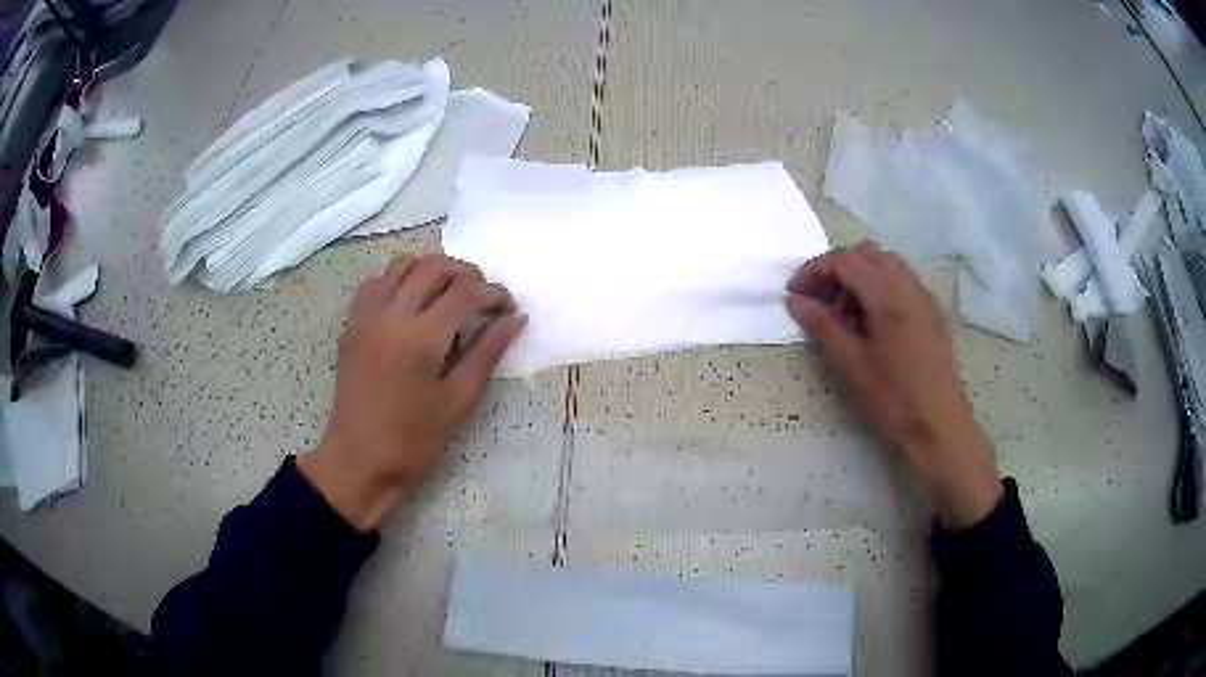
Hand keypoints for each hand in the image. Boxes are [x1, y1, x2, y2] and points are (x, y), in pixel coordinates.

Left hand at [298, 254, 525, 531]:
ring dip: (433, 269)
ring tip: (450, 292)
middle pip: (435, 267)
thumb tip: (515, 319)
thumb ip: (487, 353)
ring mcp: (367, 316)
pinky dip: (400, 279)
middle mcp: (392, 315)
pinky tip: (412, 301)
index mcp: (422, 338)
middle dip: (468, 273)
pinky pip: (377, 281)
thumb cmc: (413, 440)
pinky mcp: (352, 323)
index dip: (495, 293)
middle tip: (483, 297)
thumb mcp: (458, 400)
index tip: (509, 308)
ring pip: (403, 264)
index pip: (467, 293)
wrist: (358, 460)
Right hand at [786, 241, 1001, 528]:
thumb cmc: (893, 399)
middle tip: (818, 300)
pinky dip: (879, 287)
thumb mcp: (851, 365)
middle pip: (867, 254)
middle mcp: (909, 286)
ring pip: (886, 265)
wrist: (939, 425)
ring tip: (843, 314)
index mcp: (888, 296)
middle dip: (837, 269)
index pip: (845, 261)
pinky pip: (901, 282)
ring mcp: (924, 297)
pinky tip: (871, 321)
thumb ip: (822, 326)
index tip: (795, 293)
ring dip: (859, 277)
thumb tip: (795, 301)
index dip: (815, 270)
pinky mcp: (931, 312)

◆ **Directions**
Please copy out the whole listing exactly, minus its pictures.

◆ **Output for this exercise**
Hand keypoints for each hand in the image. Boxes are [x1, y1, x2, y2] and points are (x, y), in pixel coordinates.

Left hand at [298, 254, 525, 531]:
ring dip: (433, 269)
ring tip: (450, 292)
middle pip: (435, 267)
thumb tip: (515, 319)
thumb ip: (487, 353)
ring mcp: (367, 316)
pinky dip: (400, 279)
middle mcp: (392, 315)
pinky tip: (412, 301)
index mcp: (422, 338)
middle dip: (468, 273)
pinky pip: (377, 281)
thumb cmc: (413, 440)
pinky mcp: (352, 323)
index dip: (495, 293)
middle tip: (483, 297)
thumb mcp: (458, 400)
index tip: (509, 308)
ring pip: (403, 264)
index pip: (467, 293)
wrist: (358, 460)
Right hand at [786, 241, 1001, 528]:
thumb cmc: (893, 399)
middle tip: (818, 300)
pinky dip: (879, 287)
thumb mcp: (851, 365)
middle pip: (867, 254)
middle mcp: (909, 286)
ring pip: (886, 265)
wrist: (939, 425)
ring tip: (843, 314)
index mcp: (888, 296)
middle dip: (837, 269)
index pip: (845, 261)
pinky pip: (901, 282)
ring mcp: (924, 297)
pinky tip: (871, 321)
thumb ip: (822, 326)
index tip: (795, 293)
ring dip: (859, 277)
thumb tip: (795, 301)
index dip: (815, 270)
pinky mcp: (931, 312)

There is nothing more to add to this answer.